Dunque va continuamente riaffermato che i popoli,in quanto tali, non possono essere criminali.Dopo film, discussioni e celebrazioni, tutta Italia conosce la tragedia degli infoibati – circa 1600 i morti nelle cavità carsiche, altri 3000 circa morti nei campi di
prigionia jugoslavi o passati per le armi senza processo– e la fuga dalle proprie terre di 200/250 mila istriani e dalmati. Ed è convinta che si trattasse di «pulizia etnica » ai danni degli italiani, mentre fu «pulizia ideologica ».Infatti, un terzo dei profughi era costituito da sloveni e croati che non volevano restare sotto il comunismo,e l’uccisione sommaria con occultamento dei cadaveri nelle grotte fu un metodo usato sistematicamente dal
regime jugoslavo contro gli oppositori. Nelle sole voragini di Kocevski Rog, a sud di Lubiana, pochi giorni dopo la fine della guerra furono sterminate migliaia di
sloveni anticomunisti. Lo stesso Paolo Sardos Albertini,esule, presidente della Lega nazionale di Trieste e del Comitato per le onoranze ai martiri delle foibe ebbe a
sostenere: «La chiave di lettura etnica non è più proponibile. Dobbiamo convincerci che gli interlocutori, la controparte, non erano gli slavo-comunisti, ma semplicemente i comunisti. Il comunismo è scomparso e proprio ad esso vanno imputate le responsabilità di quanto successo, dalle foibe all’esodo. Ecco la sfida: riunire italiani, sloveni e croati per condannare i crimini titini e ricordarne le vittime che non furono solo italiane».
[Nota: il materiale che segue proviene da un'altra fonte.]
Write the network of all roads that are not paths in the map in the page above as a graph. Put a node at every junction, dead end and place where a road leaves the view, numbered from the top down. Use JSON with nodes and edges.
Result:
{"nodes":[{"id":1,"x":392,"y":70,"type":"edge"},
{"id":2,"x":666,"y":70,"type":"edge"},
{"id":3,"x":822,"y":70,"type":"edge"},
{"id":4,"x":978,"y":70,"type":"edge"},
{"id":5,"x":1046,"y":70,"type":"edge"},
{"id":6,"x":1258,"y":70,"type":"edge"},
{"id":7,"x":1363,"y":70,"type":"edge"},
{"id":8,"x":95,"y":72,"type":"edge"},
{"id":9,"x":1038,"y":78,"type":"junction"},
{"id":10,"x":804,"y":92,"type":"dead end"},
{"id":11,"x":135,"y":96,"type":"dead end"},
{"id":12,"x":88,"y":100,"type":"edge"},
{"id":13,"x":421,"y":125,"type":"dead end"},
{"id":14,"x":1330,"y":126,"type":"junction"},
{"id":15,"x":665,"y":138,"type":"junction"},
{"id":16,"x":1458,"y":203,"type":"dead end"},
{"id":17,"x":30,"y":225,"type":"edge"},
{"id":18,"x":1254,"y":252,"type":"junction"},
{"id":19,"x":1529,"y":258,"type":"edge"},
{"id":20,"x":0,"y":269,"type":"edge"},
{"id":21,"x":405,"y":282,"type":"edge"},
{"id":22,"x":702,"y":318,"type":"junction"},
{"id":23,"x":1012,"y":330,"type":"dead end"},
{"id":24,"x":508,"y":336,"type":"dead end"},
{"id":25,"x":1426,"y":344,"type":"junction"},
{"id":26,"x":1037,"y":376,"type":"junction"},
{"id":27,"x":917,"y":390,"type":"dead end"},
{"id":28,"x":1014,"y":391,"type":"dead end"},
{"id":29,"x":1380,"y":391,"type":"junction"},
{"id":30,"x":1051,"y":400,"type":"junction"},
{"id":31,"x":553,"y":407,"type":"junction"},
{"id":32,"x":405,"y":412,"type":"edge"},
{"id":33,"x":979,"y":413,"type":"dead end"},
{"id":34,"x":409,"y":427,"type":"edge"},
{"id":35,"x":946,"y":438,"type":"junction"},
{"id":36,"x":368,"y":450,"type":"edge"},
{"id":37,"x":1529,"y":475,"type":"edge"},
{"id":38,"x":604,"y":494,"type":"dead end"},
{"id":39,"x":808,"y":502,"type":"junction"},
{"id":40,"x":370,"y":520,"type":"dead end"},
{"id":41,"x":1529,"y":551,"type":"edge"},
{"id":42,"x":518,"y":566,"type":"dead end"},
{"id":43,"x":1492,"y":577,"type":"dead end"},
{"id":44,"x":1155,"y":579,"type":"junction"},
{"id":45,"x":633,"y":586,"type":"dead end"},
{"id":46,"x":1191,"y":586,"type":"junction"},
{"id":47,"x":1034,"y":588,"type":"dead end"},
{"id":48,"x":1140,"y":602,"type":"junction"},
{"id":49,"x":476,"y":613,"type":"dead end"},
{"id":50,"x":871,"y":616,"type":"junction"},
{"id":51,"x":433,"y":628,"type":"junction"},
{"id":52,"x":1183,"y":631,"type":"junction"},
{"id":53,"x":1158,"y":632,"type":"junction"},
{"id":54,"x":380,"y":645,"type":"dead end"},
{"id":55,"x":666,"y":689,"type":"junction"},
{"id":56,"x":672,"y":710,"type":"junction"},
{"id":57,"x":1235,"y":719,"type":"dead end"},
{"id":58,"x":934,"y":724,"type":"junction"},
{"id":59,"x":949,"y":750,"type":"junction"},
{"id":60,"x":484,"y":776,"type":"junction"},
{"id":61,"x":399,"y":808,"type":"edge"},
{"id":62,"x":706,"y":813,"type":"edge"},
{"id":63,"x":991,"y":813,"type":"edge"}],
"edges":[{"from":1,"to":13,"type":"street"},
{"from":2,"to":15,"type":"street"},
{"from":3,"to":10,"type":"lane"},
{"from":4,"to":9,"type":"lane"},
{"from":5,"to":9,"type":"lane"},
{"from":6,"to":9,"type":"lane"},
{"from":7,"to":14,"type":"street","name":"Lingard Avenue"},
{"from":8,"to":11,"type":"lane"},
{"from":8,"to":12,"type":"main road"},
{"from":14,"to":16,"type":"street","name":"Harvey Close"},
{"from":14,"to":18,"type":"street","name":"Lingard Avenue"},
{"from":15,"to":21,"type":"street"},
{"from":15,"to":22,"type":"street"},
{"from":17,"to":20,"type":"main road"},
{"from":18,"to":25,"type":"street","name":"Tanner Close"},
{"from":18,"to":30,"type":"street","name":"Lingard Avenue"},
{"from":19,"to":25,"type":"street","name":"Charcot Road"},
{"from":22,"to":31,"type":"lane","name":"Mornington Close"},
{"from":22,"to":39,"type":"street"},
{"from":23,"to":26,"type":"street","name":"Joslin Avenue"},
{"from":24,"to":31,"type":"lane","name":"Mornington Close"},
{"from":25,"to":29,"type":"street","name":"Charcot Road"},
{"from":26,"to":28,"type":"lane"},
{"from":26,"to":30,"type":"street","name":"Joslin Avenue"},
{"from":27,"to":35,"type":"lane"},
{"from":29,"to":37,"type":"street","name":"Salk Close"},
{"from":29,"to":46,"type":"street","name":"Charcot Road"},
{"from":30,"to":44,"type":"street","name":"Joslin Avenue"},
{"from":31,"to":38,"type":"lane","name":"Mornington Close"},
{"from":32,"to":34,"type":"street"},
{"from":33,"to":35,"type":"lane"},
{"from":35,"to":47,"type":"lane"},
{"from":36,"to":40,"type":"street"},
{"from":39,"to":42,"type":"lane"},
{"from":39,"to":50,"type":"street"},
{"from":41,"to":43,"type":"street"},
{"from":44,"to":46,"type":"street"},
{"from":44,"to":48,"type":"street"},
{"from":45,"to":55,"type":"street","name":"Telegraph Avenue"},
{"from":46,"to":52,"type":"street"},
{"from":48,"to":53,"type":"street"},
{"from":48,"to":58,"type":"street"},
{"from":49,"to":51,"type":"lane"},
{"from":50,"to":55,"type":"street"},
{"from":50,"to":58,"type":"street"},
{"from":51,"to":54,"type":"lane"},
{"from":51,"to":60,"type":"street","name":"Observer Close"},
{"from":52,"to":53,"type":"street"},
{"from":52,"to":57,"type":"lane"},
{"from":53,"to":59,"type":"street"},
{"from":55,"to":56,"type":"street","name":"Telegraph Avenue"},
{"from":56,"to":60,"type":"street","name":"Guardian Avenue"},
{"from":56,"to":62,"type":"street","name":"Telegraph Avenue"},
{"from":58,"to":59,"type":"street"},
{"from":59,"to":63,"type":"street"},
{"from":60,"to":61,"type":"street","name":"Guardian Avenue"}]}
Inoltre, i riprovevoli fatti avvenuti in Istria e Dalmazia sono stati estrapolati da un contesto storico molto più ampio e sono stati taciuti gli antefatti. Prima fra tutte l’annessione all’Italia fascista della cosiddetta «Provincia di Lubiana». Riportiamo cosa hanno scritto in proposito gli storici italiani e sloveni della commissione mista istituita nel 1992 dai rispettivi governi: «Il regime d’occupazione fece leva sulla violenza che si manifestò con ogni genere di proibizioni, con le misure di confino, con le deportazioni e l’internamento nei numerosi campi istituiti in Italia (fra i quali vanno ricordati quelli di
Arbe, Gonars e Renicci), con i processi dinanzi alle corti militari, con il sequestro e la distruzione di beni, con l’incendio di case e villaggi. Migliaia furono i morti, fra caduti in combattimento, condannati a morte, ostaggi fucilati e civili uccisi. I deportati furono approssimativamente 30 mila, per lo più civili, donne e bambini, e
molti morirono di stenti. Furono concepiti pure disegni di deportazione in massa degli sloveni residenti nella provincia».
È tempo allora di una riconciliazione senza se e senza ma. Bisogna adoperarsi affinché il Governo italiano trovi la volontà politica di accogliere la relazione della Commissione storico- culturale italo-slovena sui «Rapporti tra italiani e sloveni dal 1880 al 1956», il che lancerebbe un messaggio forte ai rispettivi popoli: mai più uno contro l’altro.